To do => Print every entry below again. Nothing may differ from the original.

----------

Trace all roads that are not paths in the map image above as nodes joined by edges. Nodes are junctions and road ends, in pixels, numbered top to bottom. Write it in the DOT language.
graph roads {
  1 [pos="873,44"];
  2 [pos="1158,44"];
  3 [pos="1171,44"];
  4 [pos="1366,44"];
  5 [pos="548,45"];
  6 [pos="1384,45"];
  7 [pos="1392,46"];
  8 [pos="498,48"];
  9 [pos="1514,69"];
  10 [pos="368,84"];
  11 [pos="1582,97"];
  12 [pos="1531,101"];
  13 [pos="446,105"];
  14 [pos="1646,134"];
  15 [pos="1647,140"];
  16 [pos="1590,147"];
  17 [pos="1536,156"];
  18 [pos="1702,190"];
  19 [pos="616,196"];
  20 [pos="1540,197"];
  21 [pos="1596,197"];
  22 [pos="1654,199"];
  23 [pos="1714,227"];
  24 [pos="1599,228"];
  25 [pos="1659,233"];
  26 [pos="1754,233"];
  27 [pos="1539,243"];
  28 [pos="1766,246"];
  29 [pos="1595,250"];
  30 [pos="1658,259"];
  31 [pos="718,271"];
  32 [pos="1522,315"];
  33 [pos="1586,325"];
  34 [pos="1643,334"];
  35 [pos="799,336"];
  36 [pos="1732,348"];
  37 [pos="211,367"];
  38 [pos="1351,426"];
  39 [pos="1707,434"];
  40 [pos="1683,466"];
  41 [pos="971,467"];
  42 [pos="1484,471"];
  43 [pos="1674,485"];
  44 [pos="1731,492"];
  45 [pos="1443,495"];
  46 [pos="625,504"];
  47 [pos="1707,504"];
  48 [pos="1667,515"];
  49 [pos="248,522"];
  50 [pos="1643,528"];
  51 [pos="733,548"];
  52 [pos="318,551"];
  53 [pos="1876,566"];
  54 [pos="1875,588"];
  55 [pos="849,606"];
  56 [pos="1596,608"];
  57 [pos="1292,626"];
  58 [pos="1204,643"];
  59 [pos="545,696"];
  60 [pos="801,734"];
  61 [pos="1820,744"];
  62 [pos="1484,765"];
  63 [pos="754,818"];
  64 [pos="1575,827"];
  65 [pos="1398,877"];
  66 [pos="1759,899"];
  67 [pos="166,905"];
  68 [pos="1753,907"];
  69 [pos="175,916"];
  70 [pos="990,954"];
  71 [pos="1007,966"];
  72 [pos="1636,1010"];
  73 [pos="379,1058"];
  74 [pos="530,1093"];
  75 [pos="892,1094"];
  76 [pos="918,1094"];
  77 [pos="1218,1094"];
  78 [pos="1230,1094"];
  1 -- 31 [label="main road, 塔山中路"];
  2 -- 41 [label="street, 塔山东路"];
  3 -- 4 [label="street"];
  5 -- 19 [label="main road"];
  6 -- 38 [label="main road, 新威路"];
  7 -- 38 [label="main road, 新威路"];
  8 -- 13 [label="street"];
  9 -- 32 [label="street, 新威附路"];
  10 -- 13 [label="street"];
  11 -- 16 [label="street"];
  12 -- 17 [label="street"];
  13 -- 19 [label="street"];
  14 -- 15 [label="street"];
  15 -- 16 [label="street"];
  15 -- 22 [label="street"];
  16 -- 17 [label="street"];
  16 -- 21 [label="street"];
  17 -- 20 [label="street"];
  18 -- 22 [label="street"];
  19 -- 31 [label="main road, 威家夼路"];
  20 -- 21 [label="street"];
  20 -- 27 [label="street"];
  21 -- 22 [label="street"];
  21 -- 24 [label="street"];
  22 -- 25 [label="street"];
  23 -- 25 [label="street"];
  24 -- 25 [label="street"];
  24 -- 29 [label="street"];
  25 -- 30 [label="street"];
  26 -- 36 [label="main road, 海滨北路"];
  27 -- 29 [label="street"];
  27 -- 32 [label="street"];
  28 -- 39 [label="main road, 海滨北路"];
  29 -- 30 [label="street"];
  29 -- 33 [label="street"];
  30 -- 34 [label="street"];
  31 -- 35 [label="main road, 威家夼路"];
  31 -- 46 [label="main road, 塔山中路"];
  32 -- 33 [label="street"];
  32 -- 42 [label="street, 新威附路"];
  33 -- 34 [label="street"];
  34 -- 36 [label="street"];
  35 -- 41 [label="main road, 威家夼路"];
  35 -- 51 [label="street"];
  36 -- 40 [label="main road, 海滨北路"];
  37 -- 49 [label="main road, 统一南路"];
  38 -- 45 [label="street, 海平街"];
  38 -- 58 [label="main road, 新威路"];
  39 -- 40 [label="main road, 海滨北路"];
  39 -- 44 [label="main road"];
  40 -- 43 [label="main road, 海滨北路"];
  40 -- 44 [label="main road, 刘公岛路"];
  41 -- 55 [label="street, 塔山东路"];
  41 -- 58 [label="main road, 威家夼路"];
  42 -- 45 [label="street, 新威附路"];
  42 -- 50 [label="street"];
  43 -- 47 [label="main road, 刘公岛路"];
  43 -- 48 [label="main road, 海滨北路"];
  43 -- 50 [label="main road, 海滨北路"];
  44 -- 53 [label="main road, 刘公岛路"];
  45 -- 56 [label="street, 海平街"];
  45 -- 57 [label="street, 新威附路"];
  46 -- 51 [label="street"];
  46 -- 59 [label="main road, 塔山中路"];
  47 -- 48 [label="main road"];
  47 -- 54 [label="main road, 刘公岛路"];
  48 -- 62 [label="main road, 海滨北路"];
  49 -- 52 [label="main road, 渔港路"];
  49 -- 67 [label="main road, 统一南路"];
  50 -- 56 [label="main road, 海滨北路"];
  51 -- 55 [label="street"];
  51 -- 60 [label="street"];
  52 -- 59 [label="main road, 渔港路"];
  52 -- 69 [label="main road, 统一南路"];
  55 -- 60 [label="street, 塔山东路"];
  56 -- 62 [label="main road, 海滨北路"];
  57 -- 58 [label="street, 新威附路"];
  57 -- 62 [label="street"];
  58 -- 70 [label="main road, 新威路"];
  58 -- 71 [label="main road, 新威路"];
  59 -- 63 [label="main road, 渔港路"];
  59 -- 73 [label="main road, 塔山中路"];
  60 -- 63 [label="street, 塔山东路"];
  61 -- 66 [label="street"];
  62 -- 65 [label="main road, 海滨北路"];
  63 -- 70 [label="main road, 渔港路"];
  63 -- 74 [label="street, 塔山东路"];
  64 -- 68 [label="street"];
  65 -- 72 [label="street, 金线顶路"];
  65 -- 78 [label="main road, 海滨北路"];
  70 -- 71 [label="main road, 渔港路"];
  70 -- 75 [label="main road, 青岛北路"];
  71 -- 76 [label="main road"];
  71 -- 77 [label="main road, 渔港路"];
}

----------

Exercise output =>
Trace all roads that are not paths in the map image above as nodes joined by edges. Nodes are junctions and road ends, in pixels, numbered top to bottom. Write it in the DOT language.
graph roads {
  1 [pos="873,44"];
  2 [pos="1158,44"];
  3 [pos="1171,44"];
  4 [pos="1366,44"];
  5 [pos="548,45"];
  6 [pos="1384,45"];
  7 [pos="1392,46"];
  8 [pos="498,48"];
  9 [pos="1514,69"];
  10 [pos="368,84"];
  11 [pos="1582,97"];
  12 [pos="1531,101"];
  13 [pos="446,105"];
  14 [pos="1646,134"];
  15 [pos="1647,140"];
  16 [pos="1590,147"];
  17 [pos="1536,156"];
  18 [pos="1702,190"];
  19 [pos="616,196"];
  20 [pos="1540,197"];
  21 [pos="1596,197"];
  22 [pos="1654,199"];
  23 [pos="1714,227"];
  24 [pos="1599,228"];
  25 [pos="1659,233"];
  26 [pos="1754,233"];
  27 [pos="1539,243"];
  28 [pos="1766,246"];
  29 [pos="1595,250"];
  30 [pos="1658,259"];
  31 [pos="718,271"];
  32 [pos="1522,315"];
  33 [pos="1586,325"];
  34 [pos="1643,334"];
  35 [pos="799,336"];
  36 [pos="1732,348"];
  37 [pos="211,367"];
  38 [pos="1351,426"];
  39 [pos="1707,434"];
  40 [pos="1683,466"];
  41 [pos="971,467"];
  42 [pos="1484,471"];
  43 [pos="1674,485"];
  44 [pos="1731,492"];
  45 [pos="1443,495"];
  46 [pos="625,504"];
  47 [pos="1707,504"];
  48 [pos="1667,515"];
  49 [pos="248,522"];
  50 [pos="1643,528"];
  51 [pos="733,548"];
  52 [pos="318,551"];
  53 [pos="1876,566"];
  54 [pos="1875,588"];
  55 [pos="849,606"];
  56 [pos="1596,608"];
  57 [pos="1292,626"];
  58 [pos="1204,643"];
  59 [pos="545,696"];
  60 [pos="801,734"];
  61 [pos="1820,744"];
  62 [pos="1484,765"];
  63 [pos="754,818"];
  64 [pos="1575,827"];
  65 [pos="1398,877"];
  66 [pos="1759,899"];
  67 [pos="166,905"];
  68 [pos="1753,907"];
  69 [pos="175,916"];
  70 [pos="990,954"];
  71 [pos="1007,966"];
  72 [pos="1636,1010"];
  73 [pos="379,1058"];
  74 [pos="530,1093"];
  75 [pos="892,1094"];
  76 [pos="918,1094"];
  77 [pos="1218,1094"];
  78 [pos="1230,1094"];
  1 -- 31 [label="main road, 塔山中路"];
  2 -- 41 [label="street, 塔山东路"];
  3 -- 4 [label="street"];
  5 -- 19 [label="main road"];
  6 -- 38 [label="main road, 新威路"];
  7 -- 38 [label="main road, 新威路"];
  8 -- 13 [label="street"];
  9 -- 32 [label="street, 新威附路"];
  10 -- 13 [label="street"];
  11 -- 16 [label="street"];
  12 -- 17 [label="street"];
  13 -- 19 [label="street"];
  14 -- 15 [label="street"];
  15 -- 16 [label="street"];
  15 -- 22 [label="street"];
  16 -- 17 [label="street"];
  16 -- 21 [label="street"];
  17 -- 20 [label="street"];
  18 -- 22 [label="street"];
  19 -- 31 [label="main road, 威家夼路"];
  20 -- 21 [label="street"];
  20 -- 27 [label="street"];
  21 -- 22 [label="street"];
  21 -- 24 [label="street"];
  22 -- 25 [label="street"];
  23 -- 25 [label="street"];
  24 -- 25 [label="street"];
  24 -- 29 [label="street"];
  25 -- 30 [label="street"];
  26 -- 36 [label="main road, 海滨北路"];
  27 -- 29 [label="street"];
  27 -- 32 [label="street"];
  28 -- 39 [label="main road, 海滨北路"];
  29 -- 30 [label="street"];
  29 -- 33 [label="street"];
  30 -- 34 [label="street"];
  31 -- 35 [label="main road, 威家夼路"];
  31 -- 46 [label="main road, 塔山中路"];
  32 -- 33 [label="street"];
  32 -- 42 [label="street, 新威附路"];
  33 -- 34 [label="street"];
  34 -- 36 [label="street"];
  35 -- 41 [label="main road, 威家夼路"];
  35 -- 51 [label="street"];
  36 -- 40 [label="main road, 海滨北路"];
  37 -- 49 [label="main road, 统一南路"];
  38 -- 45 [label="street, 海平街"];
  38 -- 58 [label="main road, 新威路"];
  39 -- 40 [label="main road, 海滨北路"];
  39 -- 44 [label="main road"];
  40 -- 43 [label="main road, 海滨北路"];
  40 -- 44 [label="main road, 刘公岛路"];
  41 -- 55 [label="street, 塔山东路"];
  41 -- 58 [label="main road, 威家夼路"];
  42 -- 45 [label="street, 新威附路"];
  42 -- 50 [label="street"];
  43 -- 47 [label="main road, 刘公岛路"];
  43 -- 48 [label="main road, 海滨北路"];
  43 -- 50 [label="main road, 海滨北路"];
  44 -- 53 [label="main road, 刘公岛路"];
  45 -- 56 [label="street, 海平街"];
  45 -- 57 [label="street, 新威附路"];
  46 -- 51 [label="street"];
  46 -- 59 [label="main road, 塔山中路"];
  47 -- 48 [label="main road"];
  47 -- 54 [label="main road, 刘公岛路"];
  48 -- 62 [label="main road, 海滨北路"];
  49 -- 52 [label="main road, 渔港路"];
  49 -- 67 [label="main road, 统一南路"];
  50 -- 56 [label="main road, 海滨北路"];
  51 -- 55 [label="street"];
  51 -- 60 [label="street"];
  52 -- 59 [label="main road, 渔港路"];
  52 -- 69 [label="main road, 统一南路"];
  55 -- 60 [label="street, 塔山东路"];
  56 -- 62 [label="main road, 海滨北路"];
  57 -- 58 [label="street, 新威附路"];
  57 -- 62 [label="street"];
  58 -- 70 [label="main road, 新威路"];
  58 -- 71 [label="main road, 新威路"];
  59 -- 63 [label="main road, 渔港路"];
  59 -- 73 [label="main road, 塔山中路"];
  60 -- 63 [label="street, 塔山东路"];
  61 -- 66 [label="street"];
  62 -- 65 [label="main road, 海滨北路"];
  63 -- 70 [label="main road, 渔港路"];
  63 -- 74 [label="street, 塔山东路"];
  64 -- 68 [label="street"];
  65 -- 72 [label="street, 金线顶路"];
  65 -- 78 [label="main road, 海滨北路"];
  70 -- 71 [label="main road, 渔港路"];
  70 -- 75 [label="main road, 青岛北路"];
  71 -- 76 [label="main road"];
  71 -- 77 [label="main road, 渔港路"];
}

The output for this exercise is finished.